As a graduate student, it was often the case that we were allowed to take one month-long vacations. Instead of going to the beach, I took the opportunity to make my vacations into “study abroad” opportunities. It was easy for me to study Chinese art in Hong Kong because it was a British Colony at the time and English is widely used there. The father of one of my colleagues at the Clarke Institute of Psychiatry was a famous Hong Kong movie actor and had personal contacts with many of the best Hong Kong artists at the time. Hong Kong had an overabundance of famous Chinese artists during that time period, when borders with the mainland were still basically closed.
“… my art colleague, Dr. Susan Ho Fung-Lin got our art professor (Chao Shao-an in Hong Kong) to give us a letter of introduction to visit Chang Dai-chien in Taipei. We were very fortunate to be able to visit Chang Dai-chien at his home and also get a tour of his garden (which included a fish pond, birds, and monkey). A few months after our visit, Chang Dai-chien passed away…”
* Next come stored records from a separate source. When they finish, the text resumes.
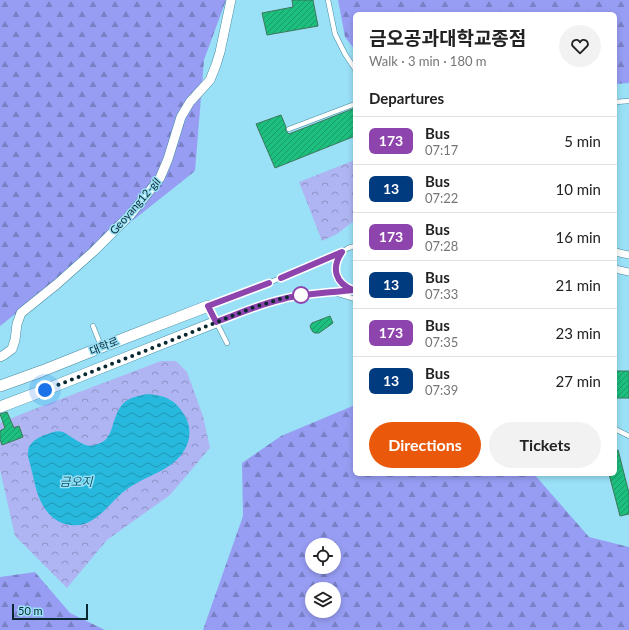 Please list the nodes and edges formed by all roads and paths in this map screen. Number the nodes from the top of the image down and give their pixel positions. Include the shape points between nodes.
1 (231, 0) edge
2 (328, 0) edge
3 (353, 66) edge
4 (629, 101) edge
5 (617, 102) edge
6 (353, 105) edge
7 (289, 129) dead end
8 (353, 247) edge
9 (342, 252) junction
10 (617, 252) edge
11 (629, 255) edge
12 (617, 269) edge
13 (629, 272) edge
14 (353, 290) edge
15 (353, 290) edge
16 (332, 292) junction
17 (353, 298) edge
18 (208, 306) junction
19 (216, 322) junction
20 (93, 326) dead end
21 (227, 343) dead end
22 (102, 347) junction
23 (0, 357) edge
24 (0, 386) edge
25 (0, 407) edge
26 (617, 430) edge
27 (629, 436) edge

1 - 23 street, Geoyang12-gil via 220,52 210,80 190,102 181,117 160,178 131,214 94,251 21,313 12,349
2 - 3 lane via 335,34
4 - 5 lane
6 - 7 lane
8 - 9 lane
9 - 14 lane via 336,264 336,271 341,283
9 - 18 lane
10 - 11 street
12 - 13 street
15 - 16 lane
16 - 17 lane
16 - 19 lane via 283,298
18 - 19 lane
18 - 22 street, 대학로
19 - 21 lane
19 - 25 street, 대학로
20 - 22 lane
22 - 24 street, 대학로
26 - 27 lane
So, with a letter of recommendation from my colleague, I made my vacations into study abroad opportunities on more than one occasion.
One of the most memorable visits during that time period was when my art colleague, Dr. Susan Ho Fung-Lin got our art professor (Chao Shao-an in Hong Kong) to give us a letter of introduction to visit Chang Dai-chien in Taipei. We were very fortunate to be able to visit Chang Dai-chien at his home and also get a tour of his garden (which included a fish pond, birds, and monkey). A few months after our visit, Chang Dai-chien passed away; his home is now a museum and is called the Chang Dai-chien Memorial Hall.

Besides being friends with Picasso, and a known forger of Chinese paintings in several North American museum collections, Chang Dai-chien had an adventurous youth.
As Constance Bond wrote in He was a Lion Among Painters, at age seventeen he was captured by bandits while returning home from boarding school in Chongqing. When the head of the bandits ordered him to write a letter home to demand a ransom, he was so impressed by the boy’s brushmanship that he made the boy his personal secretary. Chang Dai-chien was held captive for over three months, during which time he read books of poetry that the bandits had looted. In the 1940s he was also famous for studying and copying ancient Buddhist paintings in the caves of Dunhuang. Meeting such a great artist with such a colourful history was definitely a memorable event!
Moving into the early and mid-1980s, I was already a faculty member at the University of Toronto at that time. This is also the start of the time when the Estonian re-independence movement was being given more thought and discussion… a topic which definitely requires even more discussion and analysis in the near future.